The film opens in the middle of a fight between a stripper named Cassie (Sarah Allen) and her thick-skulled boyfriend named Jack (Jon Cor). He throws her purse out of his truck window and pulls over, telling her to go get it, then drives away when she gets out to do so. She walks to a gas station and pesters a guy to get him to lend her his phone, but before he cracks, another vehicle pulls up, and he pushes her down into the seat well, out of sight. The mysterious stranger hops out, and the two parties exchange duffel bags. It sounds like nothing until both sides fire guns on the other. Cassie eventually peeks out and discovers three dead bodies and two bags: one stuffed with crystal meth, and the other with $90.000 (or is it $180,000? I swear it was $90, but the DVD art says otherwise) in banded cash. She steals the dead man's car and drives back home, already dreaming of a better life (in Paris), but keeping her secrets safe for a couple of days while she waits for a passport turns out to be a challenge.
Writers Christine Conradt and Ian Driscoll have dreamed up a Simple Plan/Fargo-esque series of twists, reveals, and double-crosses, except they've traded icy plains for bisexual strippers. Nothing wrong with that, except that director Lee Demarbre can't quite muster the dizzying momentum required to make a double-cross gleefully satisfying. There's nothing wrong with illustrating how the blandly dapper right-hand man (Mark Slacke) of the unremarkably doughy mob boss (Paul Rainville) manages to track Cassie, but it's not witty or exciting, it's just logical. Twists need to twist into other twists and twist again for a film like this to be fun enough to overlook any flaws, and Stripped Naked is only mildly diverting, so I am left to focus on Demarbre's lame Paris dream sequences and the way he cuts away from the gunshots because the production can't afford squibs. I did a double-take when I saw on IMDb that Demarbre is responsible for the brilliantly titled but woefully disappointing cult film Jesus Christ, Vampire Hunter, but even if this is leaps and bounds above that agonizing mess, he still doesn't have enough energy or vision behind the camera.

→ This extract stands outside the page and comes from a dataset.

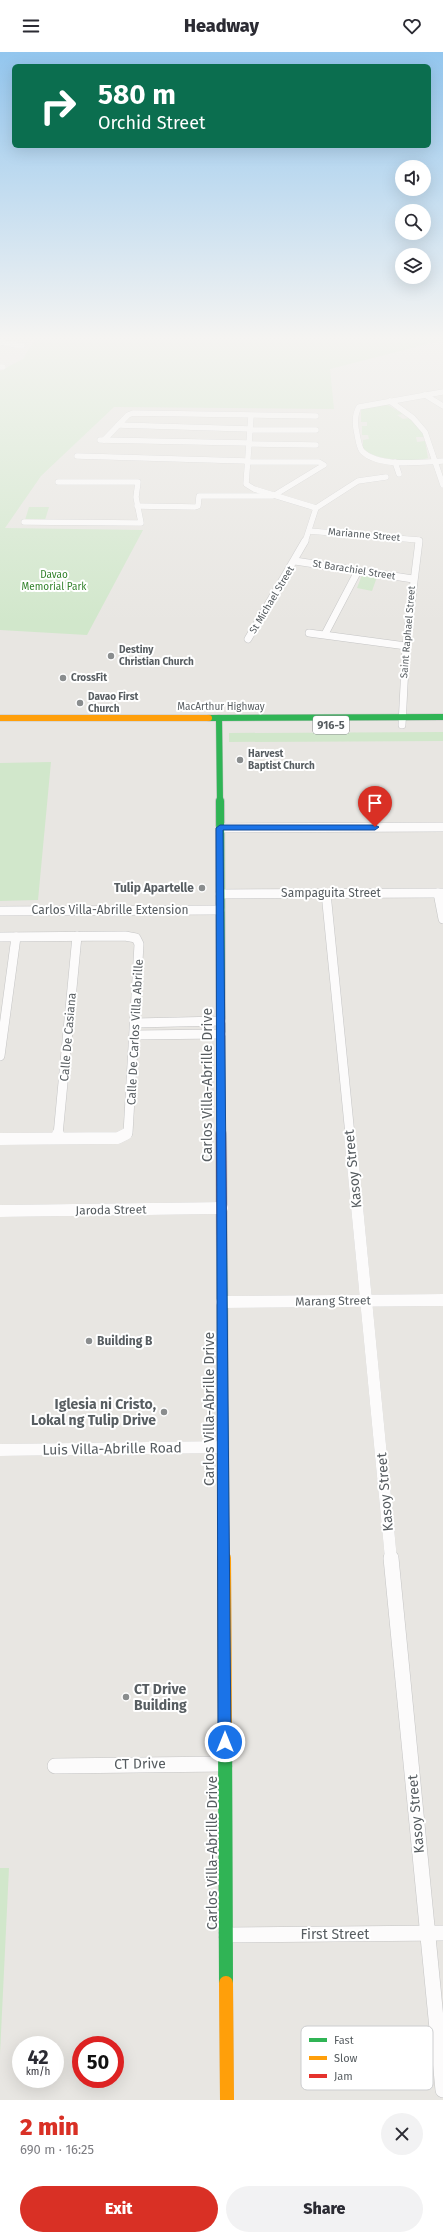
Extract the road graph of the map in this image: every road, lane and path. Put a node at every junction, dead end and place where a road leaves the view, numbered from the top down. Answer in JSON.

The one thing that buoys the film through the entire running time is that he has assembled a cast of solid actors. None of them are destined to be breakout stars, but if any one of them started scoring consistent supporting work, I'd be perfectly pleased to see them. Linden Ashby is a pretty good substitute for John C. McGinley (glancing at his IMDb, whoever cast him as Van Wilder Sr. deserves a gold star), imbuing his strip club owner character with a lightly comedic, surprisingly friendly attitude. Tommie-Amber Pirie is refreshingly hate-free as Cassie's roommate Jade, who pouts when Cassie rebuffs her but generally hangs around looking both cute and concerned. Jon Cor bears a distracting resemblance to Jason Mewes, which may or may not aid in his skill at making his completely oblivious moron boyfriend character less aggravating than he should be. Even Mark Slacke's underwritten villain Roddy is mildly enjoyable thanks to the way Slacke plays him.
Too bad the movie's agreeability only makes it tolerable rather than legitimately worthwhile. I never wanted to scream at Stripped Naked, but I also couldn't care. All of the characters (with the potential exception of Ashby's) are so wrapped up in their own thoughts and dreams that it's hard to want anyone to end up with the money. I wanted the money. What the hell are these people going to spend it on? And Cassie is the worst of all, turning into a totally rude and unlikable person as everyone piles on, and both the selfish and the thoughtful get the exact same horrible treatment from her. Adding insult to injury, it all concludes with a completely useless, boring ending that basically serves to let Demarbre off the hook to come up with a real finale. Plus, it emphasizes the fact that the other 75 minutes of the movie don't have any stripping in them. At least Jesus Christ, Vampire Hunter delivered on the title front.
The Video, and Audio
Dolby Digital 5.1 (or, according to the packaging, just "Digital 5.1") occasionally exhibits adequate directionality, although the sound effects used to create the mix all have that slightly weightless, "low-budget/direct-to-DVD movie" feel to them that takes away from the overall experience. English captions for the deaf and hard of hearing are also included.